Innovative Stage used for the imaging of mammalian cells with Cryo-CLXM Microscopy

Linkam Scientific Instruments report on the use of their innovative CMS196 cryo stage for the study of mammalian cells at the London Research Institute, Cancer Research UK.

In a recent publication in the journal, Ultramicroscopy (Duke et al., 2013), Dr Lucy Collinson (LRI Electron Microscopy Unit), in collaboration with Dr Sharon Tooze (LRI Secretory Pathways Lab), imaged forming autophagosomes in whole mammalian cells. The structures are particularly difficult to capture in cells prepared for electron microscopy, so they are now using a powerful new technique called cryo-soft X-ray tomography, cryo-SXT, working with Dr Liz Duke at the Diamond Light Source synchrotron. The cells are grown on tiny gold grids and plunged into liquid ethane to preserve the cells in the frozen state.

In order to find the autophagosomes within the cells, they are labelled with green fluorescent protein (GFP). The fluorescent autophagosomes are then located using a technique called correlative cryo-fluorescence and cryo-soft x-ray microscopy (cryo-CLXM). Cryo-fluorescence microscopy is performed using the Linkam CMS196 stage prior to the cells being transported in cryo-containers to synchrotrons in Oxfordshire, Berlin and Barcelona for imaging. One of the major advantages of this new correlative approach is that the CMS196 stage allows the cells to be screened for quality and protein localisation in the research laboratory before actually travelling to the synchrotron. The combination of cryo-fluorescence microscopy and cryo-SXT allows scientists to link the functionality of proteins to their near native-state structure.

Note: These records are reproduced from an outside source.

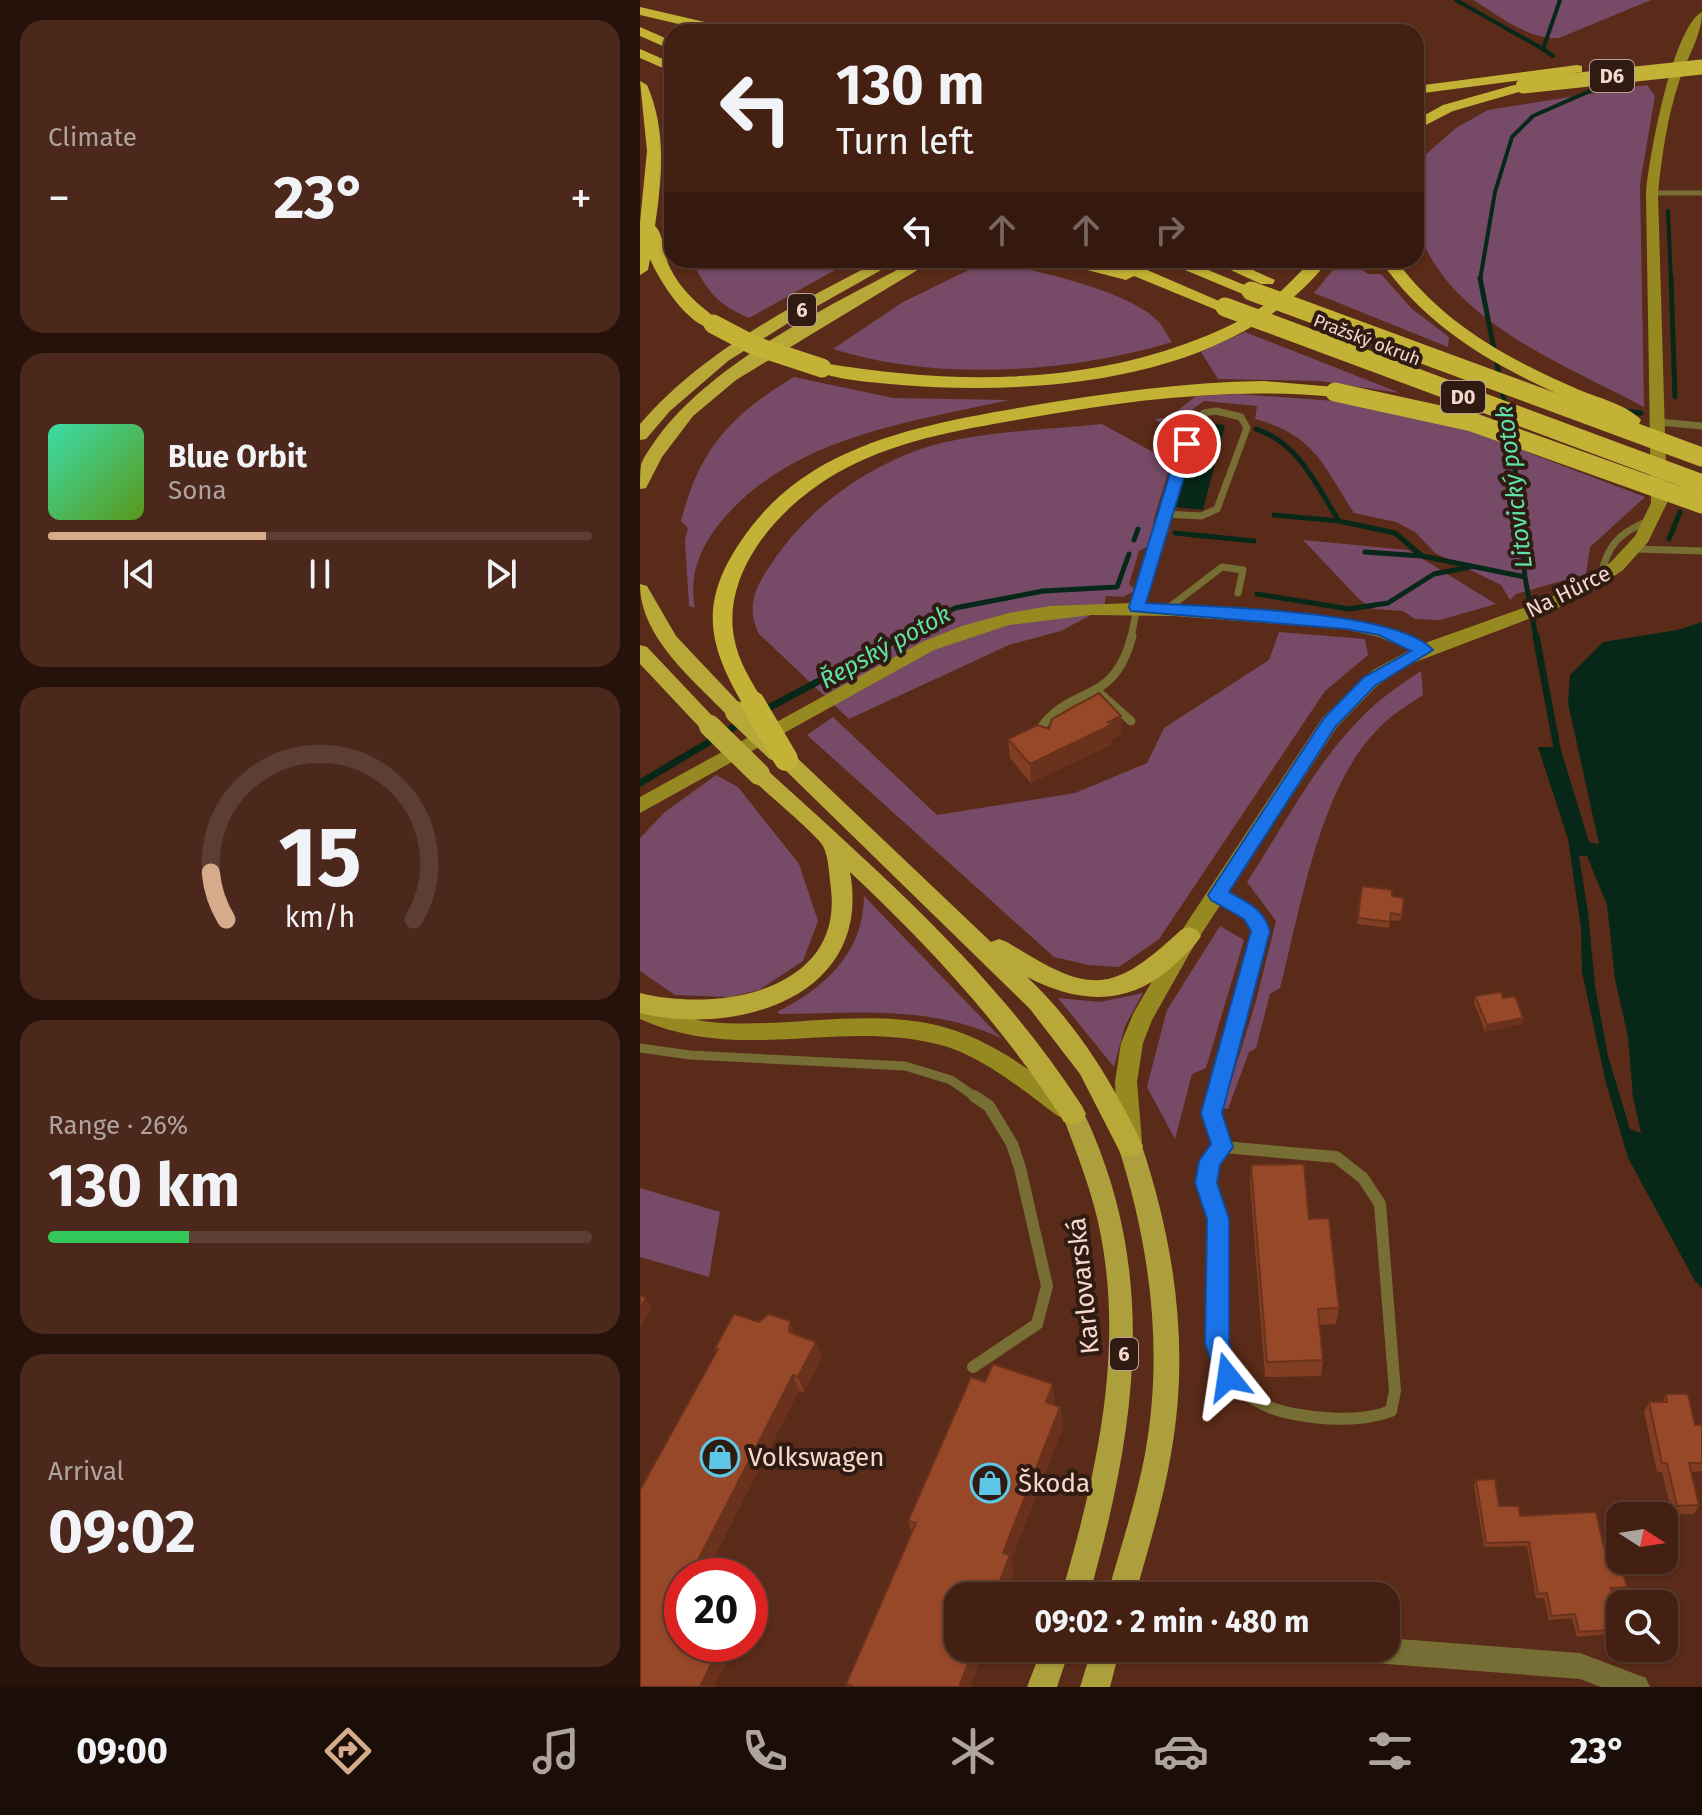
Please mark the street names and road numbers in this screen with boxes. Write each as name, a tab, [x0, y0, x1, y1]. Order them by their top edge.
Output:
road number: D6	[1590, 60, 1634, 92]
road number: 6	[788, 294, 816, 326]
street label: Pražský okruh	[1310, 309, 1424, 371]
road number: D0	[1441, 381, 1485, 413]
street label: Na Hůrce	[1522, 559, 1615, 623]
street label: Karlovarská	[1061, 1216, 1106, 1356]
road number: 6	[1110, 1338, 1138, 1370]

The Linkam CMS196 stage was designed specifically to solve the problem of how to get vitrified EM grids from the fluorescence microscope into the cryo-TEM without devitrification and contamination through condensation. The stage has been optimised optically to enable the use of high NA lenses. Up to 3 grids can be loaded into a specially designed cassette for transportation from the plunge freezer to the upright fluorescent microscope. The cassette is then easily loaded onto the viewing bridge using special manipulation tools. The sample viewing chamber is perfectly dry and below -180ºC while the sample bridge itself is at -196°C. The grids can be quickly and efficiently scanned using a 100X 0.75NA lens and manipulated using high precision micrometers. The cassette is then simply manipulated back into the transportation device and is then transported to the cryo-TEM under liquid nitrogen.